Love and peace were at the heart of the original Woodstock. In an increasingly conflicted, fragmented and divided world, we could all do with being reminded of these values. Surely the opportunity for Woodstock 50 was to unite music fans around the world through one single cause, and to inspire positive action and change. This would have been the ultimate tribute to Woodstock 1969 and the summer of love."

Greg Markant, group account director, Iris Worldwide

"In the typical relationship between music festivals and loyal fans, the event’s roots of authenticity may not be overtly celebrated front and centre to the ticket purchasers, but those roots serve as a good indicator of the festival’s viability – both from cultural relevance and business standpoints.

Festival organisers need to be acutely aware of the equity they have in their partnerships with their local communities. They must appeal to evolving audiences and their role in the overall pop culture zeitgeist to understand how to strengthen their roots and support the production of the festival year after year, or work even harder to establish authentic roots when there is an absence altogether – whether it be from being a first-time festival, poor relationships with local community leaders or a musical line-up that does not resonate with current demand.

Festivals with shallow roots of authenticity are quickly revealed when unforeseen obstacles come up. Even though a festival like Woodstock represents an important and iconic time in history, Woodstock 50’s stark absence of authentic purpose to exist right now is now an example of how difficult it is to create a meaningful and operationally viable multi-day festival when authenticity is surface level only.

When it’s apparent that a festival doesn’t have the deep roots of support necessary – losing a foothold on its operating logistics or a weakening connection to its most loyal fans – it might be an indication that the time has come to forgo or reimagine the operation down the road."

Danny Stone, new business and marketing director, Frukt  

"In the glitz, mud and glitter of the world’s most iconic festivals, it’s easy to forget that their beginnings were often much more humble and far less sparkly.

Glastonbury started with a £1 entry fee, Burning Man evolved from an annual bonfire on Baker Beach between friends and Tomorrowland was so small at inception that no official camping was available. But what elevates these festivals to an enviable position of almost unrivalled cultural status, powered by a global army of free-spirited, bare-footed and often hedonistic pilgrims?

Is it an initial creative vision, production expertise and on-the-pulse programming? Financial backing and a lot of hard graft? Sure, these things play a part, but it’s something far less visible that really steals the show. Often slowly, with an identity forged, a message formed and intrigue sparked, something just happens. 

It’s hard to pinpoint how, but an invisible spark ignites, engulfing the populace in its multi-coloured, fiery glow and legendary status attained almost by accident. Woodstock is the perfect illustration of this. While originally planned as a ticketed event, when the huge crowds began to arrive, the decision to open the gates was made. It was a decision would change music forever. Headline talent was democratised to the masses, to the tune of 400,000 people in a farm near a town about the size of Bagshot. 

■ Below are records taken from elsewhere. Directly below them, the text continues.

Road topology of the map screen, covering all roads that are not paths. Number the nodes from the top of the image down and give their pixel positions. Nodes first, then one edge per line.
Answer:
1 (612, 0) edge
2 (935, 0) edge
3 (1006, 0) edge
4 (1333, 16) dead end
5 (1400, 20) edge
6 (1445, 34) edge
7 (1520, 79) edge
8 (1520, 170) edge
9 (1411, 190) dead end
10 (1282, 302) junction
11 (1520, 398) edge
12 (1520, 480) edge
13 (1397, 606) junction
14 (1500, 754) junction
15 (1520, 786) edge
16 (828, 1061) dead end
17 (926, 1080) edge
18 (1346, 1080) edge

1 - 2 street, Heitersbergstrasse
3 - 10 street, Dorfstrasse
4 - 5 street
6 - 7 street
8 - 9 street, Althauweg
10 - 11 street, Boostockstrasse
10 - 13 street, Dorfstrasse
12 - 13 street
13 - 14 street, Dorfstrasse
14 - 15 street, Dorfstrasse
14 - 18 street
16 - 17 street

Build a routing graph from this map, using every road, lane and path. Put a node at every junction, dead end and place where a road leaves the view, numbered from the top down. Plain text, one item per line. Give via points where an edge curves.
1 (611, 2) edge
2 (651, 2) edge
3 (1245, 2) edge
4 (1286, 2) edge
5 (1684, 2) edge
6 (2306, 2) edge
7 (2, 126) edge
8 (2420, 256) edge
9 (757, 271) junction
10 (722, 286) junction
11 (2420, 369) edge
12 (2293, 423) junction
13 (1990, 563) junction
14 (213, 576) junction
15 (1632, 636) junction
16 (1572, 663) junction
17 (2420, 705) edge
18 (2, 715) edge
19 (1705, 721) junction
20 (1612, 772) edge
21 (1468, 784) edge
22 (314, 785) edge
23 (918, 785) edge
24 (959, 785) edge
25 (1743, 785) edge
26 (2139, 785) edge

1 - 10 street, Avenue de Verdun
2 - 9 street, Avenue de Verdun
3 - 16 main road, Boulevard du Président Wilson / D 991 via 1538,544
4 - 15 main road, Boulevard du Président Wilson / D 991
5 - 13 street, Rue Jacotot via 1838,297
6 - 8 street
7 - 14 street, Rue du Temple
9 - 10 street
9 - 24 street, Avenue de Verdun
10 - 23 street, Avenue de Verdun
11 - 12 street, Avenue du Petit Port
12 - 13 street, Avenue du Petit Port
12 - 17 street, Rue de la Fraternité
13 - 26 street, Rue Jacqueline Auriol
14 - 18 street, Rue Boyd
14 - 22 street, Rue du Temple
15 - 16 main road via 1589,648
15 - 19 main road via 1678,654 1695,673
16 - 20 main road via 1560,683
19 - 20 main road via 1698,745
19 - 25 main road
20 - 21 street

The rest is history. And that’s maybe why news of Woodstock 50’s far less illustrious consignment to the history books wasn’t that much of a surprise. The specific details of its demise remain murky but in many ways it was always doomed to fail. 

The hugely ambitious project sought to recreate history and rebirth a legend, billed as a moment that would "recapture the freewheeling spirit of the great 1969 event", but it’s hard to tell a pleasure-seeking resurrection tale that’s financed by big business with tickets set at up to $450."